Die übertriebene Freiheit (libertas mera), die sich als vera virtus ausgibt, wird als Fehler entlarvt und als eine asperitas agrestis definiert, also im Sinne eines kynischen Verstoßes gegen Regeln des gesellschaftlichen Zusammenlebens ausgelegt.7

Der scurra- und der asper-Typus werden in den folgenden Versen genauer charakterisiert (10‑14; 15‑20): Stellt der scurra einen unverhohlenen Schmeichler dar (alter in obsequium plus aequo, 10), so handelt es sich beim asper um einen „intransigent unsociable dogmatizer“8 (alter rixatur de lana saepe caprina,9 15), welcher mit Rechthaberei über Banalitäten10 streitet und daher unsympathisch wirkt.11

Der Sprecher führt nun einen Perspektivenwechsel mit Hilfe des sog. vitia-Katalogs (mit abschließendem Beispiel) durch und demonstriert aus der Sicht des dives amicus, welche vitia auf patroni abschreckend wirken (epist. 1,18,21‑36):Horazepist. 1,18,21 36


quem damnosa venus, quem praeceps alea nudat,
gloria quem supra vires et vestit et unguit,
quem tenet argenti sitis inportuna famesque,
quem paupertatis pudor et fuga, dives amicus,
saepe decem vitiis instructior, odit et horret, 25
aut, si non odit, regit ac veluti pia mater
plus quam se sapere et virtutibus esse priorem
volt et ait prope vera: ‘meae – contendere noli –
stultitiam patiuntur opes, tibi parvola res est:
arta decet sanum comitem toga: desine mecum 30
certare.’ Eutrapelus cuicumque nocere volebat
vestimenta dabat pretiosa; beatus enim iam
cum pulchris tunicis sumet nova consilia et spes,
dormiet in lucem, scorto postponet honestum
officium, nummos alienos pascet, ad imum 35
Thraex erit aut holitoris aget mercede caballum.

In fünf anaphorischen Relativsätzen präsentiert der Sprecher eine Liste der negativen Eigenschaften von typischen clientes (21‑25), die vor allem in den Bereich der luxuria gehören.
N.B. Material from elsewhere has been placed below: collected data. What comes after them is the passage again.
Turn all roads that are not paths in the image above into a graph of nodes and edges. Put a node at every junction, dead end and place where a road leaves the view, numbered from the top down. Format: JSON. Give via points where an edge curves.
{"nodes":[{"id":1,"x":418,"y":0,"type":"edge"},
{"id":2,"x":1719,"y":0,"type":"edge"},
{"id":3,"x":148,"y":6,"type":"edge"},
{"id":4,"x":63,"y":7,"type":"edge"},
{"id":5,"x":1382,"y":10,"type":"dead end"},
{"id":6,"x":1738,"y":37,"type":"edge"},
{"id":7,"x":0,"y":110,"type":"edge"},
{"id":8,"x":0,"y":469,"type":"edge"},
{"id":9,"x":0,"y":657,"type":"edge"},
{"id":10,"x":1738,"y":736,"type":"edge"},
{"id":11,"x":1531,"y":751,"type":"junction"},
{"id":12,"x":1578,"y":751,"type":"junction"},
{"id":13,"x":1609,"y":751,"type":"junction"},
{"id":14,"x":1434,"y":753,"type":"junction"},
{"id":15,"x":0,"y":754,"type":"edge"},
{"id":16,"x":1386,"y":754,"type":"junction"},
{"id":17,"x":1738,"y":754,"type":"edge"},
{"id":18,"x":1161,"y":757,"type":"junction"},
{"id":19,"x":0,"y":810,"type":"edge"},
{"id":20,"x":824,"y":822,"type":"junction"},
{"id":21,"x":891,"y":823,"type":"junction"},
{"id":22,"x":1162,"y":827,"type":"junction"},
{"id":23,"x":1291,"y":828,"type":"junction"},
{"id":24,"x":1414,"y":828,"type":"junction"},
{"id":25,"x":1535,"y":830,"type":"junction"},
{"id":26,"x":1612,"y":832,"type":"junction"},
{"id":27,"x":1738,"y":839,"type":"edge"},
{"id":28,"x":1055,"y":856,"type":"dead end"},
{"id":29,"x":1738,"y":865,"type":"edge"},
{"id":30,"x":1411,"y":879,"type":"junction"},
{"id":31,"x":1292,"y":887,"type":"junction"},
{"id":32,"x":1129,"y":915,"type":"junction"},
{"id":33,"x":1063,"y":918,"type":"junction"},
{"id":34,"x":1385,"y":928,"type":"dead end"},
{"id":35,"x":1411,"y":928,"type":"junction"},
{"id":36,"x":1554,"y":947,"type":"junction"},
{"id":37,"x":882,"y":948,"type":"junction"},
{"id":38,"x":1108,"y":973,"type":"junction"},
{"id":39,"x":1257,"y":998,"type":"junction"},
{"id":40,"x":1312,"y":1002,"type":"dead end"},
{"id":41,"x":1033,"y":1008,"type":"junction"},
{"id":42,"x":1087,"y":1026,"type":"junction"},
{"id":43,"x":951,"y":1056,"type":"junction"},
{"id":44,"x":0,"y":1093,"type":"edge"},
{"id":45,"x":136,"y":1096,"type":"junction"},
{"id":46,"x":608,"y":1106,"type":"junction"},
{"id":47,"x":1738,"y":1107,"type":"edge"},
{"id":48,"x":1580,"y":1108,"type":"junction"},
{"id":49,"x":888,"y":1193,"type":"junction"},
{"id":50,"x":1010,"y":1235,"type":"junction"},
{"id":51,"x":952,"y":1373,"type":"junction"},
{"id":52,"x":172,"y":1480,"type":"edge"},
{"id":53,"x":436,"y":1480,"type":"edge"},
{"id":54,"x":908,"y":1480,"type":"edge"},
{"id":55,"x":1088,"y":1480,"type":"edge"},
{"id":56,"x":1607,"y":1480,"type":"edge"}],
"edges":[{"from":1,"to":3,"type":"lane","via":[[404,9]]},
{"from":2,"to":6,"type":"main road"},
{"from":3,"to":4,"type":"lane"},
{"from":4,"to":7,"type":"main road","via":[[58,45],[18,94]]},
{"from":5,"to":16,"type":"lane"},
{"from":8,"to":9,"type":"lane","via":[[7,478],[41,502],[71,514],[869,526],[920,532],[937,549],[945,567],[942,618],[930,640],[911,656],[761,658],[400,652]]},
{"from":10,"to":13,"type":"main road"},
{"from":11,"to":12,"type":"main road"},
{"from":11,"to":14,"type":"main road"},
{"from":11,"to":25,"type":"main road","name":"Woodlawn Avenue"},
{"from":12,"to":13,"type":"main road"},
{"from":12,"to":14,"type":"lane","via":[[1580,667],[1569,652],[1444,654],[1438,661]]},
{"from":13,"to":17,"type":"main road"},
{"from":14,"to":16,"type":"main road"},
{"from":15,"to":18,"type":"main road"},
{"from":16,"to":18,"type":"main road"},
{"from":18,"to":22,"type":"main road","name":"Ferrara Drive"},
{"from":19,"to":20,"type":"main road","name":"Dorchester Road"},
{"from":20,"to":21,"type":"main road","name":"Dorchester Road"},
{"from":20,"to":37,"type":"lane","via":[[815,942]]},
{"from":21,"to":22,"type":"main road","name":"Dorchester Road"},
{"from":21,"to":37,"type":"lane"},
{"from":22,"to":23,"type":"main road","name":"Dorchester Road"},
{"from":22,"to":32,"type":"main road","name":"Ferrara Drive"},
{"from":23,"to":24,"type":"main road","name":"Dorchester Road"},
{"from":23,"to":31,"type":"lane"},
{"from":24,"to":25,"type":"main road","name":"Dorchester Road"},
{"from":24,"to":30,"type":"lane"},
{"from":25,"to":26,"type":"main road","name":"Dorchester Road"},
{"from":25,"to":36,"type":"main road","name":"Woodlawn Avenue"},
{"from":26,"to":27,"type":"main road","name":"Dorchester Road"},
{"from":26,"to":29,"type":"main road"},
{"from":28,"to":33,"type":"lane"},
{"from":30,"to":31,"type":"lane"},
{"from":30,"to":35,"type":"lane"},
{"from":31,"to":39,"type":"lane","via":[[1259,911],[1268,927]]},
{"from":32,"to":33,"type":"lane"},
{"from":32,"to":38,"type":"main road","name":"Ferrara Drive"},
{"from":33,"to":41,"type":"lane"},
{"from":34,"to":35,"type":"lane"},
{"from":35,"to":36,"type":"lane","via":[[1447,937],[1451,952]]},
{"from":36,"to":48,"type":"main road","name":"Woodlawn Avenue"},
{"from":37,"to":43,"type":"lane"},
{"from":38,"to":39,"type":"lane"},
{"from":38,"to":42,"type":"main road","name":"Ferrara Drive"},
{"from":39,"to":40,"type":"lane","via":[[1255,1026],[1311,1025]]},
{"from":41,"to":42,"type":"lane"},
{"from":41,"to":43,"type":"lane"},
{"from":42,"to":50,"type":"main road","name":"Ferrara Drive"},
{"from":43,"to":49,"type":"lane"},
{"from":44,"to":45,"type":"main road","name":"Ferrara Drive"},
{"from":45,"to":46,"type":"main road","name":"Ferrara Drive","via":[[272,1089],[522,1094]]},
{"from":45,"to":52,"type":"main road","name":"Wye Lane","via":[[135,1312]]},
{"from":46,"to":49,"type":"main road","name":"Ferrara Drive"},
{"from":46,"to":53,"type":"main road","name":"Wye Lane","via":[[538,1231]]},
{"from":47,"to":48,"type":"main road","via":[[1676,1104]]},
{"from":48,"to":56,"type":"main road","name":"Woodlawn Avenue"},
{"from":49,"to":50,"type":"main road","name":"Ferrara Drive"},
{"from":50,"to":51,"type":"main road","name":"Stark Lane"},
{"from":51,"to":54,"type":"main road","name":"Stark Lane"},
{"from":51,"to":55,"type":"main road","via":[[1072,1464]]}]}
Der Sprecher bleibt durch seine Kommentierung präsent, statt das Wort etwa an den patronus abzugeben; damit kann er auch über den dives amicus sprechen, der nämlich über diese vitia seiner clientes ein negatives Urteil fällen darf, obwohl er selbst solchen vitia verfallen ist. Aber er darf die vitia ausüben, weil er die Mittel dazu hat. Es geht hier also nicht um allgemeingültige moralische Werturteile, sondern um die materiellen und gesellschaftlichen Grenzen des Verhaltens (vgl. contendere noli, 28; desine mecum | certare, 30f.; arta decet sanum comitem toga, 30). Gleichzeitig fordert der Sprecher damit den cliens aber auf, sich in den patronus hineinzuversetzen: Ein parasitisches Benehmen stelle eine stultitia dar, die eigentlich nur dem Klienten schadet; es verursacht die Aversion des Patrons und richtet den Klienten zugrunde. Dies fasst der Sprecher mit dem Eutrapelus-Beispiel zusammen (31‑36): Selbst ohne prosopographische Identifizierung12 ist im horazischen Eutrapelus die Figur des callidus patronus zu erkennen, welcher sich über seine schmeichlerischen, schmarotzerhaften clientes lustig macht, wie schon Porphyrio notiert.13 Eutrapelus machte dem cliens ein kostbares Geschenk – scheinbar als eine gute Handlung, deren Absicht jedoch durch den Erzählerkommentar entlarvt wird (er will dem cliens schaden). Der Mechanismus, den das Geschenk auslöst, wird mit psychologischer Weitsicht schon am Anfang des vitia-Katalogs beschrieben: gloria super vires et vestit et ungit (21): Statt ein honestum officium zu übernehmen (34f.), also cliens zu bleiben, verfällt der reich Beschenkte in hochmütiges und unangemessenes Verhalten, so dass er seinen wirtschaftlichen Zusammenbruch und seinen sozialen Abstieg selbst verursacht (35f.).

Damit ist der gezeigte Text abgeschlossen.